Neelima started crying softly. It was partly the tension in the room and partly because her hormones were raging. “I am sorry,” she whispered.
“No, I am sorry,” Anand said, sitting down to hold her hand. Such display of emotion between couples was not commonplace in our family and again I felt envy raise its head inside me. They loved each other, they were married, they were going to have a child; I was in love with a man who had the wrong skin color and nationality, I was living in sin with him and I had just lied to him.
“I keep sending her here”-Anand looked at Thatha when he spoke-“so that you will accept her. You will get to know her, see what a wonderful person she is and love her, treat her like a member of the family. But… if you don’t want to do that, she won’t come here… I won’t come here… and neither will our child.”
The line had been drawn. Anand had just crossed over and become a man. I couldn’t have been prouder.
Ammamma was about to say something but stopped when Thatha raised his hand.
“I agree, she is a daughter-in-law of this house and as such she deserves respect,” Thatha said somberly. “But it will take time before we love her. She will never be our choice for your wife, Anand. What is done is done; I can’t change the past or our past behavior. But from now on we will treat her like a member of the family.”
Ammamma looked away and Lata made a small clicking sound. My mother pursed her lips and then shrugged.
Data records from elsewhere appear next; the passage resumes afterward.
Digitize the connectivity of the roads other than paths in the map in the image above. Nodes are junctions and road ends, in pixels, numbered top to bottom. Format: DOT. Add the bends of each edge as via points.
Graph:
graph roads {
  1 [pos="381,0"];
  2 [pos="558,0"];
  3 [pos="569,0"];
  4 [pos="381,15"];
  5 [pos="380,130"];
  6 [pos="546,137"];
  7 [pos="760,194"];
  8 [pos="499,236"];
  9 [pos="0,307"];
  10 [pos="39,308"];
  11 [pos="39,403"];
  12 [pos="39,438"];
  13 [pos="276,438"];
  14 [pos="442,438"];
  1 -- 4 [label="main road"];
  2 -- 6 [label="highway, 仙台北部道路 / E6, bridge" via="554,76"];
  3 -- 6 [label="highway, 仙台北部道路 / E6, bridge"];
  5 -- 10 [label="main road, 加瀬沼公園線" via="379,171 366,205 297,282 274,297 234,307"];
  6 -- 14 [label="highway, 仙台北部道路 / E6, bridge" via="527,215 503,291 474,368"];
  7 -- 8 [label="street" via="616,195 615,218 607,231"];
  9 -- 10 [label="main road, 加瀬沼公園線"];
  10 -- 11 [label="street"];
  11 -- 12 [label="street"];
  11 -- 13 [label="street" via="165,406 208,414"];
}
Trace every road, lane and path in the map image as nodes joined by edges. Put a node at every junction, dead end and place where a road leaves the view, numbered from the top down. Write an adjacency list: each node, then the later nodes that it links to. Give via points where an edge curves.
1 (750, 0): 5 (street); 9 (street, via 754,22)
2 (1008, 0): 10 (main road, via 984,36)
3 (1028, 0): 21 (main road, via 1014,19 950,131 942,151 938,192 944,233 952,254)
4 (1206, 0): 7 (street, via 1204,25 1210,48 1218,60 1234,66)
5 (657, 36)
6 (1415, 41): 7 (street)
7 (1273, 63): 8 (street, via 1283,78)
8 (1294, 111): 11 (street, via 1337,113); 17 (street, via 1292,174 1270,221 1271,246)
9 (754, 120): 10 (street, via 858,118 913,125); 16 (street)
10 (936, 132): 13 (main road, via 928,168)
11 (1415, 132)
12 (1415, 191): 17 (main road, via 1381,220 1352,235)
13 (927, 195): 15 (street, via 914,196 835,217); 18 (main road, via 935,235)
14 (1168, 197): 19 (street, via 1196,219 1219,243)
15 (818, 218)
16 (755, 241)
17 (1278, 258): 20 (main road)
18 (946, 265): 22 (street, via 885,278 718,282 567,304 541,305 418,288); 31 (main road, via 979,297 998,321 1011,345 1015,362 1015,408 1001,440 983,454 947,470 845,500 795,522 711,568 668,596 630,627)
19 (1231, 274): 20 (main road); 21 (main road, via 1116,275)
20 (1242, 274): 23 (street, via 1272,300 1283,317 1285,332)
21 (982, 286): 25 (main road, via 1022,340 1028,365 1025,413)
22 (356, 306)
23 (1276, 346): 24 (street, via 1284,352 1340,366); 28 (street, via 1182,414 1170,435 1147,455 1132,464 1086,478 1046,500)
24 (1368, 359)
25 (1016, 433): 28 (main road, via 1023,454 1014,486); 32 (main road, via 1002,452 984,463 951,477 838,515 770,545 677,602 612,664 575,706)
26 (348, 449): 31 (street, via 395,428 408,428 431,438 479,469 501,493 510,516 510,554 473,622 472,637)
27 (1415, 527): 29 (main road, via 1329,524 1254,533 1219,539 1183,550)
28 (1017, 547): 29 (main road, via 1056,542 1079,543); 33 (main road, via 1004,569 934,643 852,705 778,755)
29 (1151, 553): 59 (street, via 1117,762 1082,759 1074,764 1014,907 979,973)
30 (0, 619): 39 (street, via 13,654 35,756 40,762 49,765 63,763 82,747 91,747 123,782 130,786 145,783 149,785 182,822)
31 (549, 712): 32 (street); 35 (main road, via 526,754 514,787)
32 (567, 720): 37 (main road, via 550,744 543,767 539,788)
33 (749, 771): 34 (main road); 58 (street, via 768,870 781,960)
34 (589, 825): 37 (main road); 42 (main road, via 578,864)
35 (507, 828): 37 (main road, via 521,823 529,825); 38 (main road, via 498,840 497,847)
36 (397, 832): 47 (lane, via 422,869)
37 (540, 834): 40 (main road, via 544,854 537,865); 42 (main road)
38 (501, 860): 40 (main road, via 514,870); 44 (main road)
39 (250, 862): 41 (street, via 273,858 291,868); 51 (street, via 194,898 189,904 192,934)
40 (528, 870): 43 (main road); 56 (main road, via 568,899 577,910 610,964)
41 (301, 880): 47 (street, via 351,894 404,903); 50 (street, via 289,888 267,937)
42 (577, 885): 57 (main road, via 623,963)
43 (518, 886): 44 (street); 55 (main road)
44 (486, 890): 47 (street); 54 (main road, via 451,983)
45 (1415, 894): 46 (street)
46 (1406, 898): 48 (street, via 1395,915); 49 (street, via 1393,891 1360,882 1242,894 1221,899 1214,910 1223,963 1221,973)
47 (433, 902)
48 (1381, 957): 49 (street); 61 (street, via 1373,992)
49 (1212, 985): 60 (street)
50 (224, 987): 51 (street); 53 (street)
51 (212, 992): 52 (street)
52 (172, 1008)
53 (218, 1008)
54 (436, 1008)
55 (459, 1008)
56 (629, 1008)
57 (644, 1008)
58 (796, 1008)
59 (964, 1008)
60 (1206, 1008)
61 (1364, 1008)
“Are we clear?” Thatha repeated, looking at the women of his house.
“Yes,” Ammamma finally said, speaking for everyone.
“Good,” Thatha said, and nodded toward Neelima. “Congratulations on the baby. We can’t wait to hold another grandchild in our arms.”
By now Neelima’s tears were racing down her face with the speed of a heavy waterfall. Anand looked at me and mouthed “Thank you.” I nodded, feeling like a total fraud.
TO: PRIYA RAO ‹PRIYA_RAO@YYYY.COM›
FROM: NICHOLAS COLLINS ‹NICK_COLLINS@XXXX.COM›
SUBJECT: PHONE CALL!
IT WAS WONDERFUL TALKING TO YOU.
I KNOW YOU ARE UNDER A LOT OF PRESSURE AND I WISH I COULD FIND A WAY TO EASE IT. I DON’T UNDERSTAND THE INTRICACIES OF YOUR RELATIONSHIP WITH YOUR FAMILY AND SOMETIMES THAT MAKES IT HARD FOR ME TO UNDERSTAND WHY YOU DO THE THINGS YOU DO.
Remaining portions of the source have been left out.